The Association For Manufacturing Technology, on June 1, urged the U.S Congress and the Administration to protect the manufacturing technology supplier base in the wake of GM's Chapter 11 bankruptcy filing.
"While it is unfortunate to see an industry icon such as GM fall into insolvency, the association also recognizes that bankruptcy can often lead to a company emerging leaner, more responsive and with a business plan that is more likely to lead to success than the status quo. Manufacturing technology suppliers are a crucial component to ensuring that a revived GM is once again a top international competitor, with the ability to produce the most advanced vehicles in the world. But if government fails to act, a number of those technology suppliers might not exist to further the mission of a revitalized American automotive industry," AMT said.
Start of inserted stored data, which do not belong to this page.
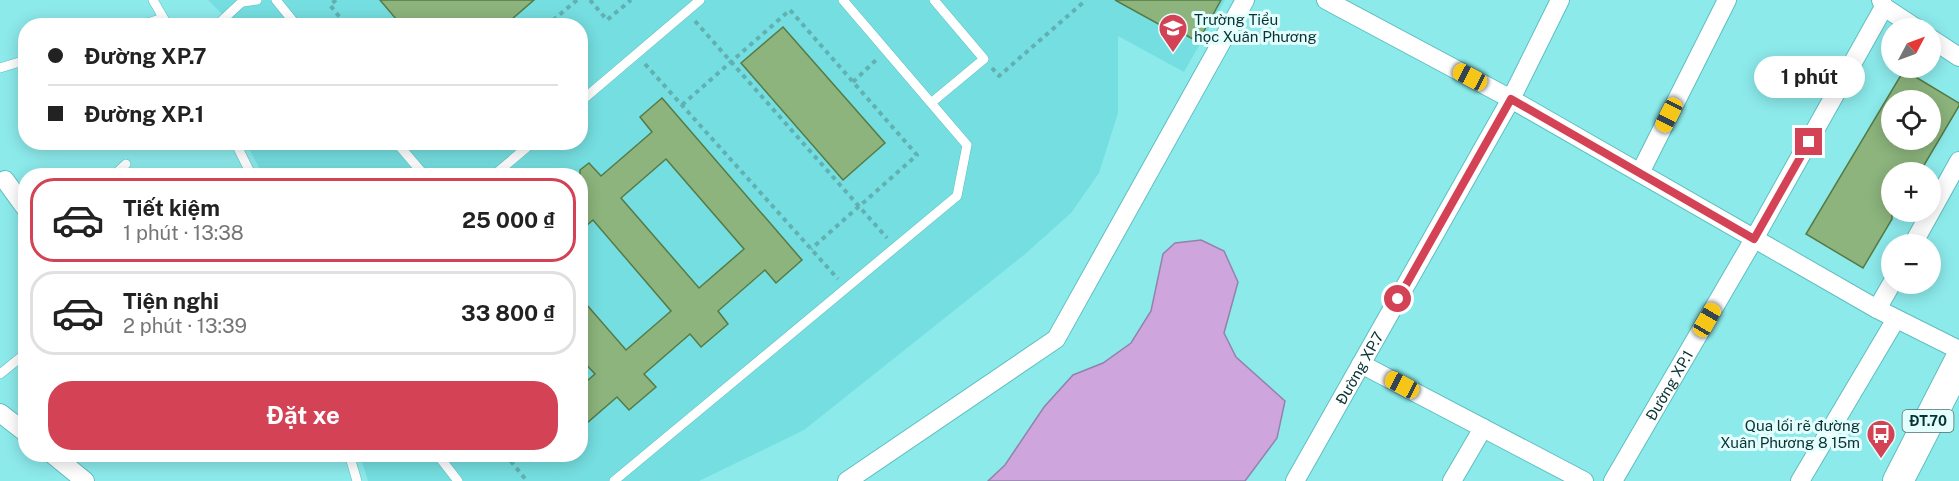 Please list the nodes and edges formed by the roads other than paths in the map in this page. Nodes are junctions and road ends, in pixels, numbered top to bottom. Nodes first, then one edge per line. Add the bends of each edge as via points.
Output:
1 (153, 0) edge
2 (257, 0) edge
3 (276, 0) edge
4 (700, 0) edge
5 (934, 0) edge
6 (1245, 0) edge
7 (1326, 0) edge
8 (1560, 0) edge
9 (1727, 0) edge
10 (243, 1) edge
11 (845, 1) edge
12 (1883, 4) edge
13 (164, 18) edge
14 (225, 18) edge
15 (291, 18) edge
16 (1902, 18) edge
17 (1941, 45) edge
18 (1959, 57) edge
19 (18, 62) edge
20 (0, 68) edge
21 (588, 95) edge
22 (1511, 99) junction
23 (931, 103) junction
24 (239, 150) edge
25 (403, 150) edge
26 (523, 150) edge
27 (1959, 161) edge
28 (126, 164) dead end
29 (122, 168) edge
30 (248, 168) edge
31 (418, 168) edge
32 (502, 168) edge
33 (1640, 173) junction
34 (5, 180) dead end
35 (18, 198) edge
36 (1919, 234) edge
37 (1754, 239) junction
38 (1886, 294) edge
39 (1877, 309) junction
40 (1896, 319) junction
41 (1959, 350) edge
42 (18, 359) edge
43 (1361, 364) junction
44 (0, 374) edge
45 (1955, 376) edge
46 (0, 413) edge
47 (18, 427) edge
48 (1483, 428) junction
49 (62, 462) edge
50 (351, 462) edge
51 (443, 462) edge
52 (85, 481) edge
53 (357, 481) edge
54 (458, 481) edge
55 (614, 481) edge
56 (848, 481) edge
57 (1295, 481) edge
58 (1452, 481) edge
59 (1584, 481) edge
60 (1613, 481) edge
61 (1800, 481) edge
62 (1898, 481) edge

1 - 13 lane
2 - 10 lane
3 - 15 lane
4 - 21 lane
5 - 23 lane via 984,59
6 - 56 street via 1056,339
7 - 22 street
8 - 22 street, Đường XP.7
9 - 33 street
10 - 14 lane
11 - 23 lane
12 - 16 street
12 - 37 street, Đường XP.1
17 - 18 street
19 - 20 lane
22 - 33 street
22 - 43 street, Đường XP.7
23 - 55 lane via 967,145 957,196
24 - 30 lane
25 - 31 lane
26 - 32 lane
27 - 36 street
28 - 29 lane
33 - 37 street
34 - 35 street
37 - 39 street
37 - 60 street, Đường XP.1
38 - 39 street
39 - 40 street
40 - 41 street
40 - 61 street
42 - 44 lane
43 - 48 street
43 - 57 street, Đường XP.7
45 - 62 main road, ĐT.70
46 - 47 street
48 - 58 street
48 - 59 street
49 - 52 street
50 - 53 lane
51 - 54 lane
"One critical action that government can take right now is to expand the Auto Supplier Support Program to include manufacturing technology providers up and down the supply chain, as currently they are not receiving any direct funds from the program," said Douglas K. Woods, AMT President. "Additionally, GM has so far received $19.4 billion from the federal government to cover operations and losses. The total could reach as much as $50 billion in government support. Some portion of the additional funds should be funneled toward its key manufacturing technology providers."
The group said that it "implores the Administration and Congress to ensure that automotive supply chain participants are protected and also encouraged to continue toward the rebuilding of GM. Without them, American manufacturing faces a bleak, uncertain future."